Chocó 7 días
LA COLUMNA DE MENA MENA
El triste destino de la salud pública
Un siglo después
Si se calificará a los territorios de la Nación más cercanos a la desintegración institucional no hay duda que seriamos nosotros los más cercanos contribuyentes al holocausto territorial. No hay medida para calificar el desvío, la negación y la liviandad en el absurdo del manejo institucional que sitúa a la tierra amada en el último lugar de la actividad administrativa, política y de gobierno.
Eso es lo que no está diciendo todos los días, el alto gobierno en su actitud de olvido y negación.
¿O será que ya perdimos la sensibilidad para comprender el desprecio y la lástima nacional?
Dice mucho un conglomerado humano que le da igual tener el amparo de una institución de salud que cuide de sus pobres, de sus ancianos vencidos por el abandono y el hambre, con los dineros otorgados a la casa de la salud que protege a los más humildes que imploran por el olvido.

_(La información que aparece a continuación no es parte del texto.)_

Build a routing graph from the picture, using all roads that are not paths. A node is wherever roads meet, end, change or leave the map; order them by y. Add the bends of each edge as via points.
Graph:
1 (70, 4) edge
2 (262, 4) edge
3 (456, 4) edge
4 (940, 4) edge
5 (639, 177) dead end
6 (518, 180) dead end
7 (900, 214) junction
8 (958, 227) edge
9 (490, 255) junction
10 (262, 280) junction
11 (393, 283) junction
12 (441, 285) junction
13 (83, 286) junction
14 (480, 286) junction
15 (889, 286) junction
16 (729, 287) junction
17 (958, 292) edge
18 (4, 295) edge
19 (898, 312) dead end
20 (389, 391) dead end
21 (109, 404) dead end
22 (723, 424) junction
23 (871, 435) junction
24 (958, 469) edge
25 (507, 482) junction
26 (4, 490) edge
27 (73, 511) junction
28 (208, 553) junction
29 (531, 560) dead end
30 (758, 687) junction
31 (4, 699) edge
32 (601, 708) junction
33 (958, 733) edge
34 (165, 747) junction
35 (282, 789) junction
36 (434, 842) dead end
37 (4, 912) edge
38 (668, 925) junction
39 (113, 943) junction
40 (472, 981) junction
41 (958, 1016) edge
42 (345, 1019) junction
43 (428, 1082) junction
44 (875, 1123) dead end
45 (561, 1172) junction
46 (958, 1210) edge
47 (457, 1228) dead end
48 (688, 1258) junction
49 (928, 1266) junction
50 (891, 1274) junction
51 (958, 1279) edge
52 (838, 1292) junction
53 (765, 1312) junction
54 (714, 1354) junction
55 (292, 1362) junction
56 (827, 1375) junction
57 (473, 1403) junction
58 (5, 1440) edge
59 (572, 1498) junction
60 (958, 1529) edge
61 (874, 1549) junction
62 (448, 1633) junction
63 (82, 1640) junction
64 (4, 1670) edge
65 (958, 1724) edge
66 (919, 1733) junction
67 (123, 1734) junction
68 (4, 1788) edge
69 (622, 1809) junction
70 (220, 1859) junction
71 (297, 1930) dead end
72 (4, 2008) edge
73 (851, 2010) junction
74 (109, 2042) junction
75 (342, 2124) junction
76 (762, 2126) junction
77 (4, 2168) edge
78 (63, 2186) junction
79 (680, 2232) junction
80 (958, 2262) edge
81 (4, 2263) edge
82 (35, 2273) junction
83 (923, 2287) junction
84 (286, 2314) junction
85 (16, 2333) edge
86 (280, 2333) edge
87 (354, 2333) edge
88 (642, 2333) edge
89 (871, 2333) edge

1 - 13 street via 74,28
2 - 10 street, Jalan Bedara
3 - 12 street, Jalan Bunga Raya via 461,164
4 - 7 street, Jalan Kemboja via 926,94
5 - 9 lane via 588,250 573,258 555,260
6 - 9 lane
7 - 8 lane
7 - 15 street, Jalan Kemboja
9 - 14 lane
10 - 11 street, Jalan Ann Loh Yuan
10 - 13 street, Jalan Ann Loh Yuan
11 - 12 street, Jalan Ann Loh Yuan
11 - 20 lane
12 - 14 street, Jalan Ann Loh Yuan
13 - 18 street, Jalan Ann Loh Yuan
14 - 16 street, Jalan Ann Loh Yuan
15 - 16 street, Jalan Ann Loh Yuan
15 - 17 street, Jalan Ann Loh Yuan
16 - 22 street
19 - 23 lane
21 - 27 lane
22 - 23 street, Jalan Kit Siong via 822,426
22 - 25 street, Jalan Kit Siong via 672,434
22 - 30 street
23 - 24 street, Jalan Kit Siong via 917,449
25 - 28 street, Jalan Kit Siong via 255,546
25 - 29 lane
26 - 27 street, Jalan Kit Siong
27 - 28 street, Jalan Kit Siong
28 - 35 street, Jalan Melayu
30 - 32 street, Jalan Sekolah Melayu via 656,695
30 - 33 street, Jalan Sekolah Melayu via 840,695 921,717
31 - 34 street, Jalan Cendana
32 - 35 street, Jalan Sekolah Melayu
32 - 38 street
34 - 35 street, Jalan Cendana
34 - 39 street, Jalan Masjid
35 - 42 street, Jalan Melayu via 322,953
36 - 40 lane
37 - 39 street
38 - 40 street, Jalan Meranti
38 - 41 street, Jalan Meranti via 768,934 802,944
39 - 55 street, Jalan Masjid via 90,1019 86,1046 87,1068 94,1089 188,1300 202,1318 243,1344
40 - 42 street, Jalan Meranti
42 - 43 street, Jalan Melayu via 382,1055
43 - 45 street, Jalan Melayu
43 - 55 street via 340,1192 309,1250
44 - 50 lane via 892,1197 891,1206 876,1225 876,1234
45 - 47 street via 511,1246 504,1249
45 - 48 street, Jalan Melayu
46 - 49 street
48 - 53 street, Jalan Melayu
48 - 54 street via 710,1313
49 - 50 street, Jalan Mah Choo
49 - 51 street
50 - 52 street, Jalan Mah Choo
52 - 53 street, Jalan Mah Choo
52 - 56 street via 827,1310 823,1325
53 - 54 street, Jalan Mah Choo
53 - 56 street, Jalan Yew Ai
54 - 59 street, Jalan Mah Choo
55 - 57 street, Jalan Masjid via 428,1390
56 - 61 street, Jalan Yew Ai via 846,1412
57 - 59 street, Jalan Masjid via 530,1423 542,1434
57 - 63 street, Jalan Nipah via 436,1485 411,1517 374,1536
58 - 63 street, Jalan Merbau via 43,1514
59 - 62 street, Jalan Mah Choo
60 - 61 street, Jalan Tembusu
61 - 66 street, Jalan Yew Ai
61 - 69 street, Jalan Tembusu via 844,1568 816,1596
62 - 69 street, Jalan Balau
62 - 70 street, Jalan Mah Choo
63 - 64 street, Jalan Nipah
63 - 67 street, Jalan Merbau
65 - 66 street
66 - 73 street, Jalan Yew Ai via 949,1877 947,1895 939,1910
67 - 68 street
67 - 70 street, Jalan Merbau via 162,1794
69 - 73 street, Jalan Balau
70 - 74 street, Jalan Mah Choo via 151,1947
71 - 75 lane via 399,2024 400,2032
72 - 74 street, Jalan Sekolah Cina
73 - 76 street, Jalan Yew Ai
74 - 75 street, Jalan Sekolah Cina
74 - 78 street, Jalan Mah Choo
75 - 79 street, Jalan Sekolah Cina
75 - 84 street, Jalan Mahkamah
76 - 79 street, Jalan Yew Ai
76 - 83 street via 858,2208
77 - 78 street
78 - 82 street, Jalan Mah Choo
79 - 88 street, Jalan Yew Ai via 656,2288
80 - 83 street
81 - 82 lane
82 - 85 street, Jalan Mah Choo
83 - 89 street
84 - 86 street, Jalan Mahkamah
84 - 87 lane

Dos instituciones representativas en la Nación están cumpliendo cien años de su fundación: el Hospital San Vicente de Medellín y el San Francisco de Asís de Quibdó. El San Vicente, de estirpe popular, albergó en su recinto a los más pobres de Antioquia, y hoy compite con los mejores dotados instrumental y científicamente de su departamento, de Colombia y de Latinoamérica. El San Francisco de Asís, de nuestra región, agoniza en la ruina y el abandono, en la más cruel pobreza y víctima del saqueo institucional y físico de los nuestros. ¡Qué vergüenza!
La liquidación del Chocó va en camino y cada día se acerca más. ¡Qué tristeza!
Una vez más comprendemos que el queso no busca al ratón, es el ratón el que busca al queso, pregúntele a René Valoyez, que lleva más de una década en la lucha en defensa de la salud pública del Chocó.